Obama is glad to be grey only after leaving office

Grey matter: Barack Obama isn’t hitting the bottle any more.
Grey matter: Barack Obama isn’t hitting the bottle any more. Photograph: MADE NAGI/EPA/REX/Shutterstock

Former US president Barack Obama has appeared at a Democratic party fundraiser looking … shall, we say, distinguished. Which is a polite way of saying that his hair has gone “Gandalf-grey”, perhaps suggesting that a few bottles of hair dye featured in his presidency.

There has been prying, unwarranted speculation on this matter, mainly by people like me, who, as lifelong hair-tinters, know an artificial hue when they see it. Certainly, Obama wouldn’t be alone, either in dyeing his hair (I recall it being fairly obvious that David Cameron was no stranger to Nice’n Easy: Natural Light Brown) or the phenomenon of rapid onset ageing of previous political leaders.
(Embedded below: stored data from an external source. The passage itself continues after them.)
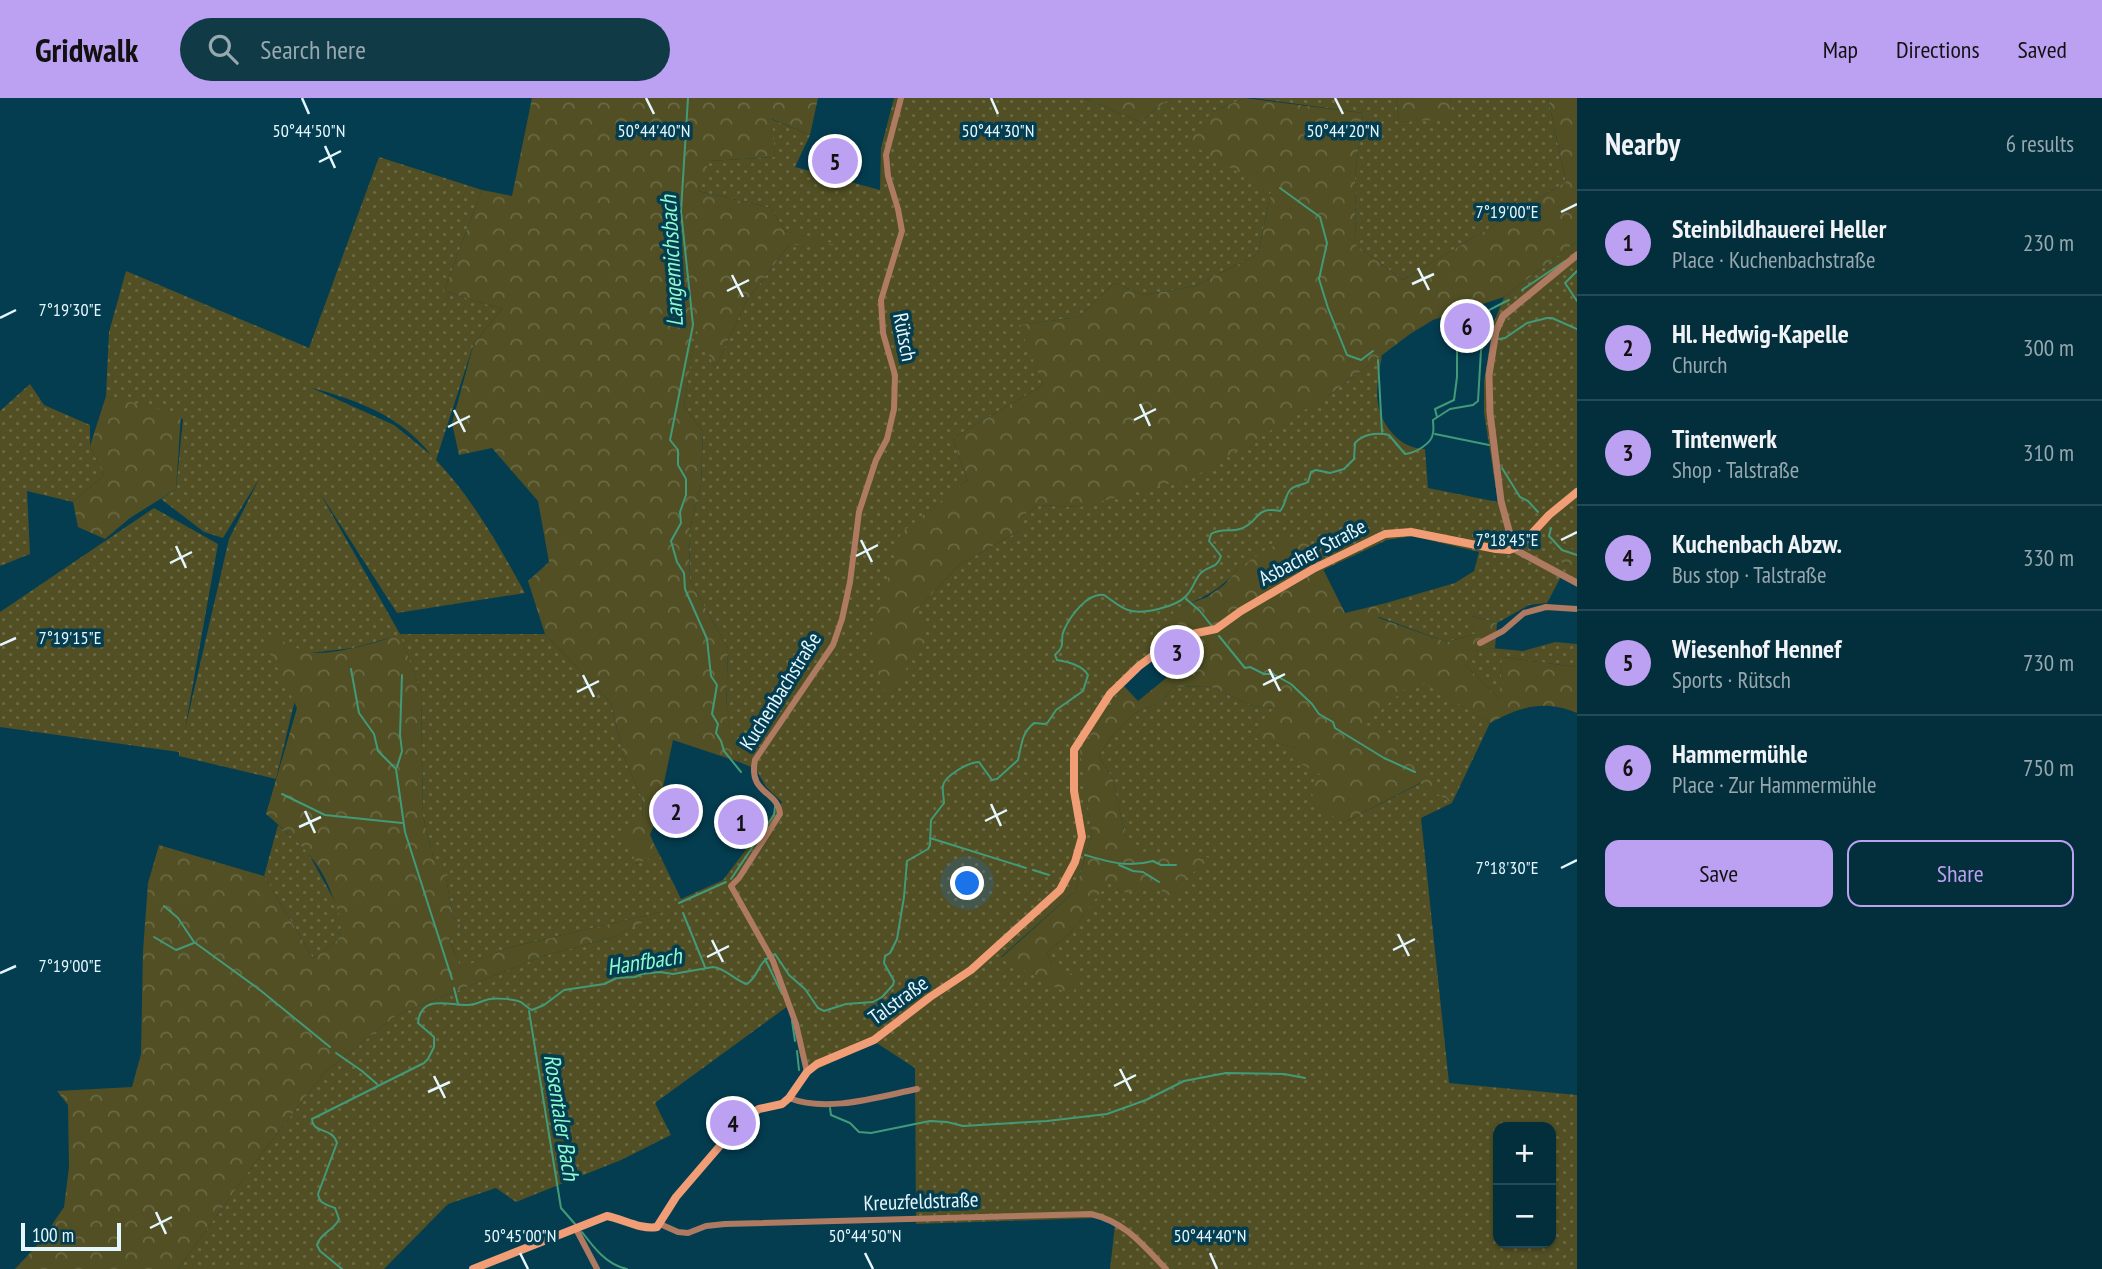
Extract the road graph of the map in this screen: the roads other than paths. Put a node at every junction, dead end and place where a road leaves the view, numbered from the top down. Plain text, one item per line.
1 (901, 98) edge
2 (1577, 255) edge
3 (1577, 492) edge
4 (854, 541) joint
5 (1514, 549) junction
6 (1577, 583) edge
7 (1577, 609) edge
8 (1216, 629) joint
9 (1480, 643) dead end
10 (807, 1072) junction
11 (917, 1089) dead end
12 (789, 1098) junction
13 (660, 1224) junction
14 (576, 1229) junction
15 (473, 1269) edge
16 (597, 1269) edge
17 (1166, 1269) edge

1 - 4 street, Rütsch
2 - 5 street
3 - 5 main road
4 - 10 street, Kuchenbachstraße
5 - 6 street
5 - 8 main road, Asbacher Straße
7 - 9 street
8 - 10 main road, Talstraße
10 - 12 main road, Talstraße
11 - 12 street
12 - 13 main road
13 - 14 main road
13 - 17 street, Kreuzfeldstraße
14 - 15 main road
14 - 16 street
This wouldn’t affect, say, Jeremy Corbyn, who pre-empted the syndrome by loyally sticking to his “depressed supply teacher eating a lonely packed lunch in a temporary classroom” look. However, take power away from some men and they seem to deflate like forgotten party balloons. Even the Peter Pan of international politics, Tony Blair, started looking a mite desiccated post-power. The real issue is Donald Trump’s hair – if it looks this odd now, what’s going to happen post-presidency?